■ **YOUR TASK**
In the records below, find every line that contains "index" and list it.

■ **RECORDS SHOWN**
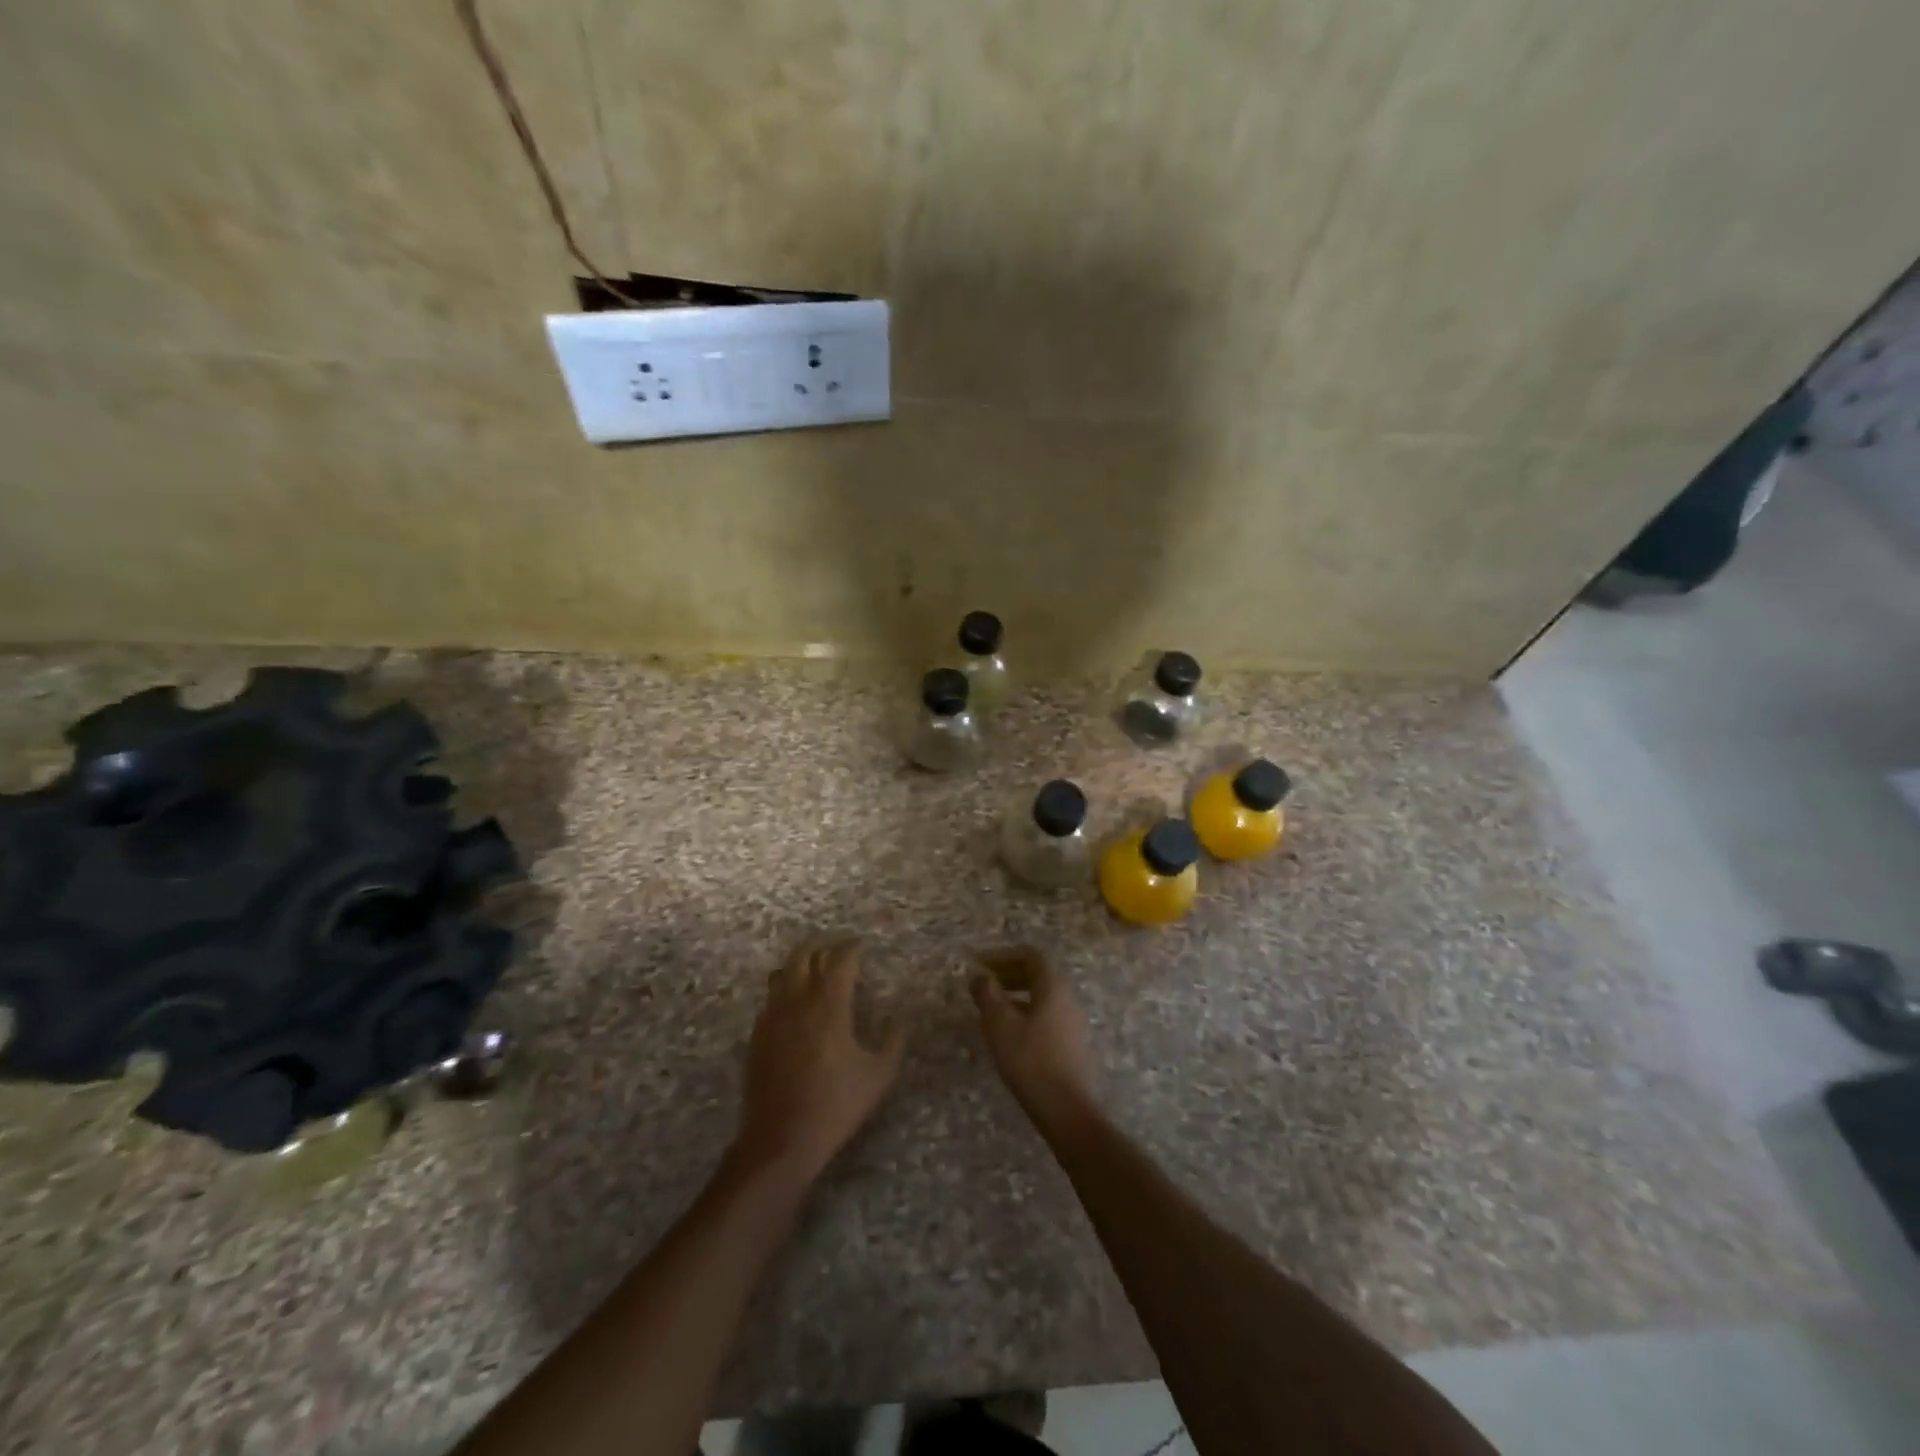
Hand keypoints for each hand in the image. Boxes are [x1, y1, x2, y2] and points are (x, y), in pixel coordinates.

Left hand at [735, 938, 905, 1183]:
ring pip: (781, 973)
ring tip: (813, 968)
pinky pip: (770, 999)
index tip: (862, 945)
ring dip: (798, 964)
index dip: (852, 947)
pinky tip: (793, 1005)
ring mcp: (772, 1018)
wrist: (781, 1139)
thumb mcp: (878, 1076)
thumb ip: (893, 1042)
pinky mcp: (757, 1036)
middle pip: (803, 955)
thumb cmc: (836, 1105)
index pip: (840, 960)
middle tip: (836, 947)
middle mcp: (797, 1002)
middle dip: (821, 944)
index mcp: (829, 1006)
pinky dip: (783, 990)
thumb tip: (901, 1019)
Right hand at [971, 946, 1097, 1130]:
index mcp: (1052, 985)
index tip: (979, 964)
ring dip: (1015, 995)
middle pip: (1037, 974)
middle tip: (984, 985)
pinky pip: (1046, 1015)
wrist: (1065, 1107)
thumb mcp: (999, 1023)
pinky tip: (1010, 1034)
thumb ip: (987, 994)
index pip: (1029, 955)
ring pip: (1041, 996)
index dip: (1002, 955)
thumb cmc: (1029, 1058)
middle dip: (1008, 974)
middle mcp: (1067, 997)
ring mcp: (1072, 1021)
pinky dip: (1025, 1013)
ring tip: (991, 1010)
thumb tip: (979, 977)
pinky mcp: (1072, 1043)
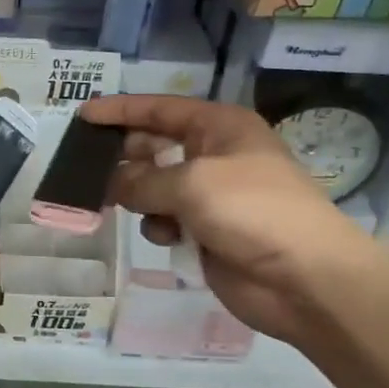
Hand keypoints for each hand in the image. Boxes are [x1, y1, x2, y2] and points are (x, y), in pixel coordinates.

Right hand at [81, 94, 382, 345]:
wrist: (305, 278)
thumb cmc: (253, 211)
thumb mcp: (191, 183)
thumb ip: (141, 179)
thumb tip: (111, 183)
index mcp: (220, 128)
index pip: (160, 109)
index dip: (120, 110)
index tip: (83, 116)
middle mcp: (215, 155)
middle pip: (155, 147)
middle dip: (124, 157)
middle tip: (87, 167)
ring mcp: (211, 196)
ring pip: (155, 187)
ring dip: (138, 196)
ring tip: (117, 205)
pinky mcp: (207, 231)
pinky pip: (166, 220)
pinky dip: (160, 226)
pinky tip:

■ **WRITTEN REPLY**
index tip: (862, 945)
index dip: (852, 947)
index pip: (840, 960)
index mcp: (829, 1006)
index mcp: (1052, 985)
index tip: (979, 964)
index pip: (1029, 955)
index dip: (1002, 955)
index mcp: (220, 128)
index pip: (160, 109)
index dip: (120, 110)
index tip: (83, 116)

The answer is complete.